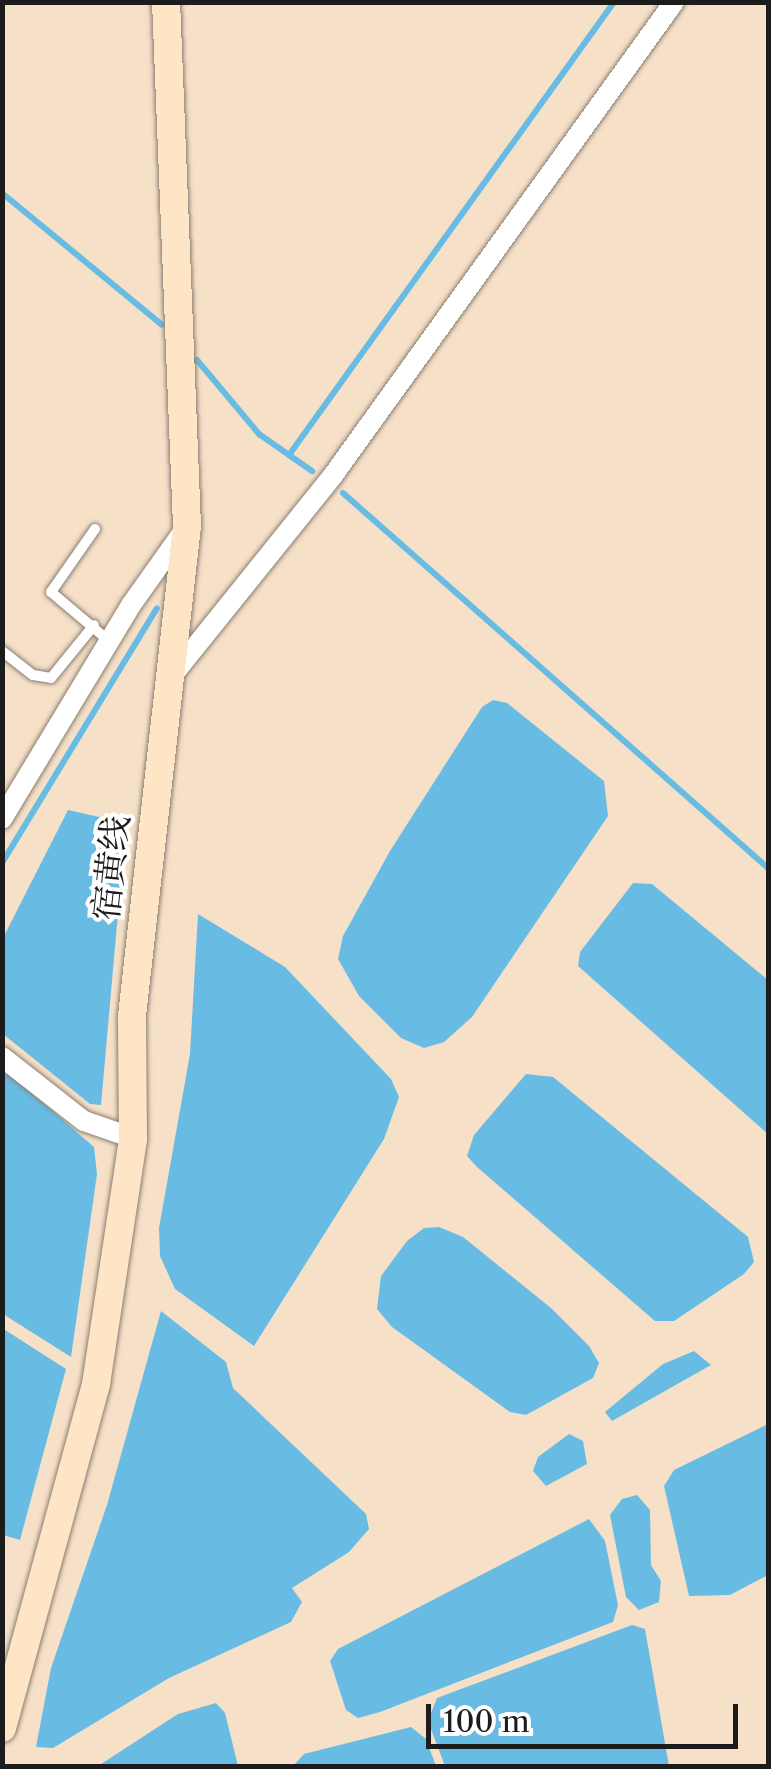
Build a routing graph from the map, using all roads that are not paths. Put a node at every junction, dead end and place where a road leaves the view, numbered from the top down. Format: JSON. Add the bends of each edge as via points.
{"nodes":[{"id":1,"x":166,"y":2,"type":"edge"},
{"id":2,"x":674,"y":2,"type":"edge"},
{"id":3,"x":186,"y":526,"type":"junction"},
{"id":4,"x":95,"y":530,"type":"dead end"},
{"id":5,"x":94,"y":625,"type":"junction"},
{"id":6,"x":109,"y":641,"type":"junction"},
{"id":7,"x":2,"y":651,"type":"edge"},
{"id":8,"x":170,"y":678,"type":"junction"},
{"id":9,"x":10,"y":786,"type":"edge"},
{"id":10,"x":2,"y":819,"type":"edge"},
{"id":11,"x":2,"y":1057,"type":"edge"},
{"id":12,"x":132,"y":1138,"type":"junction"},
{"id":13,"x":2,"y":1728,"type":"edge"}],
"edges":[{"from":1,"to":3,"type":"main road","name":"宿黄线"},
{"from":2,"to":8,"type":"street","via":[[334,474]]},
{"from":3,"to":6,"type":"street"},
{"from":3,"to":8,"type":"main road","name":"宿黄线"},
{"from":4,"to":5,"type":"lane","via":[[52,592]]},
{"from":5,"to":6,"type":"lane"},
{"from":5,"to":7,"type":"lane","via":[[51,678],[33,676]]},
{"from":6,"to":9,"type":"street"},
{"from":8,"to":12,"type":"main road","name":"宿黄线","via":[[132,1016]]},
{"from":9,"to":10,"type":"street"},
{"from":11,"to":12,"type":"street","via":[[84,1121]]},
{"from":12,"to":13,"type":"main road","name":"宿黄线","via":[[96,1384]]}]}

• • • •

WORK INSTRUCTION
Give back the whole listing exactly as it stands. No pictures belong in the copy.

RESULT OF THIS TASK
Build a routing graph from the map, using all roads that are not paths. Put a node at every junction, dead end and place where a road leaves the view, numbered from the top down. Format: JSON. Add the bends of each edge as via points.
{"nodes":[{"id":1,"x":166,"y":2,"type":"edge"},
{"id":2,"x":674,"y":2,"type":"edge"},
{"id":3,"x":186,"y":526,"type":"junction"},
{"id":4,"x":95,"y":530,"type":"dead end"},
{"id":5,"x":94,"y":625,"type":"junction"},
{"id":6,"x":109,"y":641,"type":"junction"},
{"id":7,"x":2,"y":651,"type":"edge"},
{"id":8,"x":170,"y":678,"type":"junction"},
{"id":9,"x":10,"y":786,"type":"edge"},
{"id":10,"x":2,"y":819,"type":"edge"},
{"id":11,"x":2,"y":1057,"type":"edge"},
{"id":12,"x":132,"y":1138,"type":"junction"},
{"id":13,"x":2,"y":1728,"type":"edge"}],
"edges":[{"from":1,"to":3,"type":"main road","name":"宿黄线"},
{"from":2,"to":8,"type":"street","via":[[334,474]]},
{"from":3,"to":6,"type":"street"},
{"from":3,"to":8,"type":"main road","name":"宿黄线"},
{"from":4,"to":5,"type":"lane","via":[[52,592]]},
{"from":5,"to":6,"type":"lane"},
{"from":5,"to":7,"type":"lane","via":[[51,678],[33,676]]},
{"from":6,"to":9,"type":"street"},
{"from":8,"to":12,"type":"main road","name":"宿黄线","via":[[132,1016]]},
{"from":9,"to":10,"type":"street"},
{"from":11,"to":12,"type":"street","via":[[84,1121]]},
{"from":12,"to":13,"type":"main road","name":"宿黄线","via":[[96,1384]]}]}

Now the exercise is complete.